When I read today’s gospel passage, Jesus’ teaching on the end times, my first thought was how uncomfortable I remain with the entire notion of eschatology. And I wondered why this was so.
What first occurs is that the church in which I was raised established for me the basis for how I came to know God, framing the Word, Worship, and my Christian life in a grace-driven, resurrection, hopeful theology. And within that framework and in my very personal and local experience with the church, subjects like end times, false prophets, doom and gloom and even ‘second coming’ weren’t spoken of much and dare I say, not taken seriously? In fact, at some point along my faith formation journey I concluded that anyone who proclaimed the good news from an eschatological point-of-view was an extremist – one of those crazy Jesus-freaks I could hardly identify with let alone locate in ‘my church.’ And in so objectifying them, I dismissed as radical and beyond belief almost entirely biblical passages the so-named Jesus-freaks referenced to make their point. And when I did come across such Scripture in the lectionary readings or a bible study, I would look to the context of particular passages for a more rational explanation of the dire warnings and be satisfied that a literal interpretation of Jesus’ teaching was naïve.

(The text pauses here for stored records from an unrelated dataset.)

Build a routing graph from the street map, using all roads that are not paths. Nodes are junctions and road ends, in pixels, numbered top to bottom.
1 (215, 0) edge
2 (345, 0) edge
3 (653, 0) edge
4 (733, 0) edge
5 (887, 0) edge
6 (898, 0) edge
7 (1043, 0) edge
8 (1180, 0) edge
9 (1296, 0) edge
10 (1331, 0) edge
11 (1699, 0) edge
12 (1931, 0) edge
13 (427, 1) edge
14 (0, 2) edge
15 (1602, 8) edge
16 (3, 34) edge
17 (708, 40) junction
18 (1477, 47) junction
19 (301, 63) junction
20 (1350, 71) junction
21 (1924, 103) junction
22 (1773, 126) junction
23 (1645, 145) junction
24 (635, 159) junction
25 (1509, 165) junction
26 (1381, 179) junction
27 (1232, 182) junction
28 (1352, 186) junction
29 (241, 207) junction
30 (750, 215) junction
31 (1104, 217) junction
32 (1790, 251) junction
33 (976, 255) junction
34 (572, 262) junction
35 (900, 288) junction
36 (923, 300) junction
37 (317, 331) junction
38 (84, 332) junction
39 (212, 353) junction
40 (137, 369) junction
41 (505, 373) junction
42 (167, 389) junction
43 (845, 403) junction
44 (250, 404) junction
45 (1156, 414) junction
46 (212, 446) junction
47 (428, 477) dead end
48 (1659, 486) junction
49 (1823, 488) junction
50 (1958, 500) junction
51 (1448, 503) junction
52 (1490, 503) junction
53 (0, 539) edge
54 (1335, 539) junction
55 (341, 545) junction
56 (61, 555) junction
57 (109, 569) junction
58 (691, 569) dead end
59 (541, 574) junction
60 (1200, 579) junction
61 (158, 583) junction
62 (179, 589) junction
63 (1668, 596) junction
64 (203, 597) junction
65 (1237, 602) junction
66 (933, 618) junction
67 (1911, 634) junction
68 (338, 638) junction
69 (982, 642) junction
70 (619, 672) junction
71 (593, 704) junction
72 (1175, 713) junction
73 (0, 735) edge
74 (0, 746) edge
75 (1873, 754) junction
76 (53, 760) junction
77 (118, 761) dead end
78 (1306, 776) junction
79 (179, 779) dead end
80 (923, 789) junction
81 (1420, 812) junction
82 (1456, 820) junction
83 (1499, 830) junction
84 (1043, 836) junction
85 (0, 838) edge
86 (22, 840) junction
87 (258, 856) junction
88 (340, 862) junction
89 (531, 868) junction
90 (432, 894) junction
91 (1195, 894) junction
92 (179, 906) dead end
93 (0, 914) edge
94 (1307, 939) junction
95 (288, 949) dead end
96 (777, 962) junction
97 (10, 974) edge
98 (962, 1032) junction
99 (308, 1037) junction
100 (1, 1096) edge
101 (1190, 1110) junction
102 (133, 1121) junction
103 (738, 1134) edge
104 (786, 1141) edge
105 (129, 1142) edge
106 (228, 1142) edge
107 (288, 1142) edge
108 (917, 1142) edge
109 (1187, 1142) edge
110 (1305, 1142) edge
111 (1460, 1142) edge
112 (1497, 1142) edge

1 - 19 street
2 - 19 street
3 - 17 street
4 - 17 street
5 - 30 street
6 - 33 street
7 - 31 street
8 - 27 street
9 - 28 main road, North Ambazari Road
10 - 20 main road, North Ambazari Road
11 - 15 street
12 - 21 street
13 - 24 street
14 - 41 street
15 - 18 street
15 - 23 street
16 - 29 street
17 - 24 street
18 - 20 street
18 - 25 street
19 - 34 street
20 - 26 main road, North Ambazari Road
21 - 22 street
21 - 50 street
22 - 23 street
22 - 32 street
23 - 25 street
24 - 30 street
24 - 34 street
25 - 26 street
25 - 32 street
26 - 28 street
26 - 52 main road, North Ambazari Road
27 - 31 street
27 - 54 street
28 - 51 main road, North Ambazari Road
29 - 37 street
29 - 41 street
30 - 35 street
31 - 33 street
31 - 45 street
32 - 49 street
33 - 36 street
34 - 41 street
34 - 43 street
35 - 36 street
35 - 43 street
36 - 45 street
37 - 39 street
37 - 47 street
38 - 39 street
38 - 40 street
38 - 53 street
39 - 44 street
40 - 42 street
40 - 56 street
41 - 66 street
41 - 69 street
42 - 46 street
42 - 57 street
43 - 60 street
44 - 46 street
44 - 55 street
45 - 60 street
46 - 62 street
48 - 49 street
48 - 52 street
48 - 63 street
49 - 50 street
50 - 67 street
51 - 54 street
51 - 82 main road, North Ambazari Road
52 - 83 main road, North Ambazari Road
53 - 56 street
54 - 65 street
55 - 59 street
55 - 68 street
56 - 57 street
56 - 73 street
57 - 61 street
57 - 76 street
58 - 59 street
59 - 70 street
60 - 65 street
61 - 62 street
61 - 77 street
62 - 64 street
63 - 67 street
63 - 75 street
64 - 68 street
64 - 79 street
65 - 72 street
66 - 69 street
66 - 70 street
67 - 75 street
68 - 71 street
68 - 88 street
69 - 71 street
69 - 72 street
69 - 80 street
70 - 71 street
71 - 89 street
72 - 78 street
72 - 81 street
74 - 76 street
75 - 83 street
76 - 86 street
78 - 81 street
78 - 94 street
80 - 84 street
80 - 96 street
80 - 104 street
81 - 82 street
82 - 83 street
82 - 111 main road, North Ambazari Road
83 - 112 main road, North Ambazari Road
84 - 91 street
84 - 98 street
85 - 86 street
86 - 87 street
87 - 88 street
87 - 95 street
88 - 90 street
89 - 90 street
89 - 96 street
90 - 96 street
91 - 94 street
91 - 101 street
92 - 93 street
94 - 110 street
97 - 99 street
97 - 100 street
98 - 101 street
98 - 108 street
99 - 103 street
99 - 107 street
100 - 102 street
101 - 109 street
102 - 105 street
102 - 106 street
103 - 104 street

I approached my understanding of Satan in the same way for many years. Though Jesus certainly believed Satan to be real, I would defer to the contextual, non-literal, metaphoric, symbolic meaning of Satan I had gleaned from the church’s teaching and personally, preferred.
End times. False prophets. Destruction. Hell. Satan. Many such subjects and teachings found in the Gospel were just not dealt with at any depth during my formative years in the church. They were skipped over in deference to a more welcoming, warm, grace driven, resurrection, good news, theology. Not denied, but ignored in the way that ignorance denies.
My theology changed over the years as I took more personal ownership (engagement, really, not ‘ownership’ – when I moved along the Christian formation continuum from what some have called a ‘church goer’ to a disciple – a follower of Jesus) of what I believed God reveals to us in the Word and in Creation, and not so much what the church – or creeds, for that matter – say that I believe.
And yet, what again surfaces when I encounter teachings on eschatology, is a lingering suspicion and uncomfortableness. And I can almost feel myself saying, ‘pshaw’ and the self-righteous attitude I had acquired in an earlier season of my faith journey nearly trumps what the Spirit is saying.
I suppose what is different today than in other times, is that I am able to pause long enough to know I can’t just skip over this part of God’s revelation. In fact, today, when I read the passage, my second thought was, “I wonder how or if my church (the corporate body, not a local parish) speaks to the things Jesus lists in the Matthew passage as indications of the end times,” and I turned to our catechism for a refresher.
And what I was reminded of was that my perception of what I was taught does not align with what the church professes to teach. My church does speak to end times, does look forward with hope to the second coming, does teach that Jesus is the only Son of God, does know that Satan is real. But my perception was the reality. My specific experience with the local church teachers was one in which the catechism was stated, but not realized and unpacked. That is, the local manifestation of the church, the context, made all the difference in my learning that end times, Satan, final judgment, the Book of Revelation, even, that all these uncomfortable teachings were symbolic and metaphoric and far from literal.
So, at the end of this reflection, I hear the Spirit saying something about context and location, and about how our theologies are so informed and how very hard it is to adjust the lenses through which we read the Word.
To read the Word through the same lens with which we first came to Christ – in my case through the lens of my church – is like traveling to the Grand Canyon year after year and experiencing it from just one and the same vantage point. So very much is impossible to see. One flight over the expanse and you realize you’ve only glimpsed its majesty.
And so with Him and the Word and its majesty. Adjusting the lens and viewing from a different vantage point and the Spirit will speak.